> **Try it**: Each line of the listing below should come back exactly as it is.

> **Materials provided**:
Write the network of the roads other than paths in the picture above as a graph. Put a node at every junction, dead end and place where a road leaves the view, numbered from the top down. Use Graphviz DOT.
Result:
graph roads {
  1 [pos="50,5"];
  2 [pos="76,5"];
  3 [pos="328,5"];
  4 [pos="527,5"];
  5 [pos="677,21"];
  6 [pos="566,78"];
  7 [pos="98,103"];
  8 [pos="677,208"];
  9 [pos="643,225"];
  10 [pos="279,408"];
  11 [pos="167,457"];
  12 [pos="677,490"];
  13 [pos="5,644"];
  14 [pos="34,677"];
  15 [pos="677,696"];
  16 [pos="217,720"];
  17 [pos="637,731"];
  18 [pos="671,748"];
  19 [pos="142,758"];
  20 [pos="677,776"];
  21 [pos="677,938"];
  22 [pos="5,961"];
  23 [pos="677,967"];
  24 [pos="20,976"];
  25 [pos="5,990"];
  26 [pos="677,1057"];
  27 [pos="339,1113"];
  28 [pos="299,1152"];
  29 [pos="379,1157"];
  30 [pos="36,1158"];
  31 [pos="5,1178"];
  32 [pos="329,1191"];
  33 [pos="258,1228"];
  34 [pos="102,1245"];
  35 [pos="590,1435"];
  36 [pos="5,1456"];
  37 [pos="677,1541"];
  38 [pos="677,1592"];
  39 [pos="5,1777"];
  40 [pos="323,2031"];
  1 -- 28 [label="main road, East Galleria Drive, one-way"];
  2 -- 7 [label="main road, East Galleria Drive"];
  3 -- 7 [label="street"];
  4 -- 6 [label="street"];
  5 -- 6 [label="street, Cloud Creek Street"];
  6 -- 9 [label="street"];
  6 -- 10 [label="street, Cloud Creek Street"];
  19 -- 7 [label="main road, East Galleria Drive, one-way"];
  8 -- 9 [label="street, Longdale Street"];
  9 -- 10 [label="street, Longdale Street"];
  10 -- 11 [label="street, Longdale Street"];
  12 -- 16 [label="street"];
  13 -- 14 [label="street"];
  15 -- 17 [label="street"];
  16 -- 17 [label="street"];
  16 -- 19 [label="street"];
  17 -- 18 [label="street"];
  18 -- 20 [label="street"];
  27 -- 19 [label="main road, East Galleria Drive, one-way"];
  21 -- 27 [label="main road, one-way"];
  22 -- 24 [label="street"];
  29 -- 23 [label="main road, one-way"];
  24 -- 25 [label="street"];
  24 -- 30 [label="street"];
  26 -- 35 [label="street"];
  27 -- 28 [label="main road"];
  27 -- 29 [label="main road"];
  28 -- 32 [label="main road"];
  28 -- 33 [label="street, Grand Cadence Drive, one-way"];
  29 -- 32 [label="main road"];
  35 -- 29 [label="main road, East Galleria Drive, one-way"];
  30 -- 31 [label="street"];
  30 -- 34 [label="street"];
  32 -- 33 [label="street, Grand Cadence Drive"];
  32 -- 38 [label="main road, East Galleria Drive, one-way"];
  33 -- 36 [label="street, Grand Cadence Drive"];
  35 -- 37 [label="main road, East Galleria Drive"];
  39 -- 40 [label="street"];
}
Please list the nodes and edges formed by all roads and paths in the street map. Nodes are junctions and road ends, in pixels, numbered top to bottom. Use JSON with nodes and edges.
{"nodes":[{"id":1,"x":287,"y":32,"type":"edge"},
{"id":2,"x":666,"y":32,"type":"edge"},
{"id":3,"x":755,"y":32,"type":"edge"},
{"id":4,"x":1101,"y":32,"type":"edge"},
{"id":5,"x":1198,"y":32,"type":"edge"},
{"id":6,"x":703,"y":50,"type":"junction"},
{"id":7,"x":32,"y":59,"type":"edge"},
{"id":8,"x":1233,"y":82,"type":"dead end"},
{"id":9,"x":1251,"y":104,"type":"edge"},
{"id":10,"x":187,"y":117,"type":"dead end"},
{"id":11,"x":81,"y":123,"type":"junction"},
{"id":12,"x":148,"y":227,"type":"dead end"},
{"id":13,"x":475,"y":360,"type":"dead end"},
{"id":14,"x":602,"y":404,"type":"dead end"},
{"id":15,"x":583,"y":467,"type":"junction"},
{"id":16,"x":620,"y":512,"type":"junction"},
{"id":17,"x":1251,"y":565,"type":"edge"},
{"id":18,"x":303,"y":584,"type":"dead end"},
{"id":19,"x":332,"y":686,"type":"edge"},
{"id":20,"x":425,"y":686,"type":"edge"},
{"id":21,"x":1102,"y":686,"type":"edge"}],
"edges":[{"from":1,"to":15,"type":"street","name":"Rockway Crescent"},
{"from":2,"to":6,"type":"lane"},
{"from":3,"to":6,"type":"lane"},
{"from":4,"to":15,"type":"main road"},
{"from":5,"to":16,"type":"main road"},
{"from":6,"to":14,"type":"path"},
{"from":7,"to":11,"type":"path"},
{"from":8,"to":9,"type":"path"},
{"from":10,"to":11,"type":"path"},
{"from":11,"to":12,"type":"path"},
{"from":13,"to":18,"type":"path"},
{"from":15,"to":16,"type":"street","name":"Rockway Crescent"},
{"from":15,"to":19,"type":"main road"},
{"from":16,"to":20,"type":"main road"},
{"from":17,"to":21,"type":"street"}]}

> **Completed exercise**:
Write the network of the roads other than paths in the picture above as a graph. Put a node at every junction, dead end and place where a road leaves the view, numbered from the top down. Use Graphviz DOT.
Result:
graph roads {
  1 [pos="50,5"];
  2 [pos="76,5"];
  3 [pos="328,5"];
  4 [pos="527,5"];
  5 [pos="677,21"];
  6 [pos="566,78"];
  7 [pos="98,103"];
  8 [pos="677,208"];
  9 [pos="643,225"];
  10 [pos="279,408"];
  11 [pos="167,457"];
  12 [pos="677,490"];
  13 [pos="5,644"];
  14 [pos="34,677"];
  15 [pos="677,696"];
  16 [pos="217,720"];
  17 [pos="637,731"];
  18 [pos="671,748"];
  19 [pos="142,758"];
  20 [pos="677,776"];
  21 [pos="677,938"];
  22 [pos="5,961"];
  23 [pos="677,967"];
  24 [pos="20,976"];
  25 [pos="5,990"];
  26 [pos="677,1057"];
  27 [pos="339,1113"];
  28 [pos="299,1152"];
  29 [pos="379,1157"];
  30 [pos="36,1158"];
  31 [pos="5,1178"];
  32 [pos="329,1191"];
  33 [pos="258,1228"];
  34 [pos="102,1245"];
  35 [pos="590,1435"];
  36 [pos="5,1456"];
  37 [pos="677,1541"];
  38 [pos="677,1592"];
  39 [pos="5,1777"];
  40 [pos="323,2031"];
  1 -- 28 [label="main road, East Galleria Drive, one-way"];
  2 -- 7 [label="main road, East Galleria Drive"];
  3 -- 7 [label="street"];
  4 -- 6 [label="street"];
  5 -- 6 [label="street, Cloud Creek Street"];
  6 -- 9 [label="street"];
  6 -- 10 [label="street, Cloud Creek Street"];
  19 -- 7 [label="main road, East Galleria Drive, one-way"];
  8 -- 9 [label="street, Longdale Street"];
  9 -- 10 [label="street, Longdale Street"];
  10 -- 11 [label="street, Longdale Street"];
  12 -- 16 [label="street"];
  13 -- 14 [label="street"];
  15 -- 17 [label="street"];
  16 -- 17 [label="street"];
  16 -- 19 [label="street"];
  17 -- 18 [label="street"];
  18 -- 20 [label="street"];
  27 -- 19 [label="main road, East Galleria Drive, one-way"];
  21 -- 27 [label="main road, one-way"];
  22 -- 24 [label="street"];
  29 -- 23 [label="main road, one-way"];
  24 -- 25 [label="street"];
  24 -- 30 [label="street"];
  26 -- 35 [label="street"];
  27 -- 28 [label="main road"];
  27 -- 29 [label="main road"];
  28 -- 32 [label="main road"];
  28 -- 33 [label="street, Grand Cadence Drive, one-way"];
  29 -- 32 [label="main road"];
  35 -- 29 [label="main road, East Galleria Drive, one-way"];
  30 -- 31 [label="street"];
  30 -- 34 [label="street"];
  32 -- 33 [label="street, Grand Cadence Drive"];
  32 -- 38 [label="main road, East Galleria Drive, one-way"];
  33 -- 36 [label="street, Grand Cadence Drive"];
  35 -- 37 [label="main road, East Galleria Drive"];
  39 -- 40 [label="street"];
}
Please list the nodes and edges formed by all roads and paths in the street map. Nodes are junctions and road ends, in pixels, numbered top to bottom. Use JSON with nodes and edges.
{"nodes":[{"id":1,"x":287,"y":32,"type":"edge"},
{"id":2,"x":666,"y":32,"type":"edge"},
{"id":3,"x":755,"y":32,"type":"edge"},
{"id":4,"x":1101,"y":32,"type":"edge"},
{"id":5,"x":1198,"y":32,"type":"edge"},
{"id":6,"x":703,"y":50,"type":"junction"},
{"id":7,"x":32,"y":59,"type":"edge"},
{"id":8,"x":1233,"y":82,"type":"dead end"},
{"id":9,"x":1251,"y":104,"type":"edge"},
{"id":10,"x":187,"y":117,"type":"dead end"},
{"id":11,"x":81,"y":123,"type":"junction"},
{"id":12,"x":148,"y":227,"type":"dead end"},
{"id":13,"x":475,"y":360,"type":"dead end"},
{"id":14,"x":602,"y":404,"type":"dead end"},
{"id":15,"x":583,"y":467,"type":"junction"},
{"id":16,"x":620,"y":512,"type":"junction"},
{"id":17,"x":1251,"y":565,"type":"edge"},
{"id":18,"x":303,"y":584,"type":"dead end"},
{"id":19,"x":332,"y":686,"type":"edge"},
{"id":20,"x":425,"y":686,"type":"edge"},
{"id":21,"x":1102,"y":686,"type":"edge"}],
"edges":[{"from":1,"to":15,"type":"street","name":"Rockway Crescent"},
{"from":2,"to":6,"type":"lane"},
{"from":3,"to":6,"type":"lane"},
{"from":4,"to":15,"type":"main road"},
{"from":5,"to":16,"type":"main road"},
{"from":6,"to":14,"type":"path"},
{"from":7,"to":11,"type":"path"},
{"from":8,"to":9,"type":"path"},
{"from":10,"to":11,"type":"path"},
{"from":11,"to":12,"type":"path"},
{"from":13,"to":18,"type":"path"},
{"from":15,"to":16,"type":"street","name":"Rockway Crescent"},
{"from":15,"to":19,"type":"main road"},
{"from":16,"to":20,"type":"main road"},
{"from":17,"to":21,"type":"street"}]}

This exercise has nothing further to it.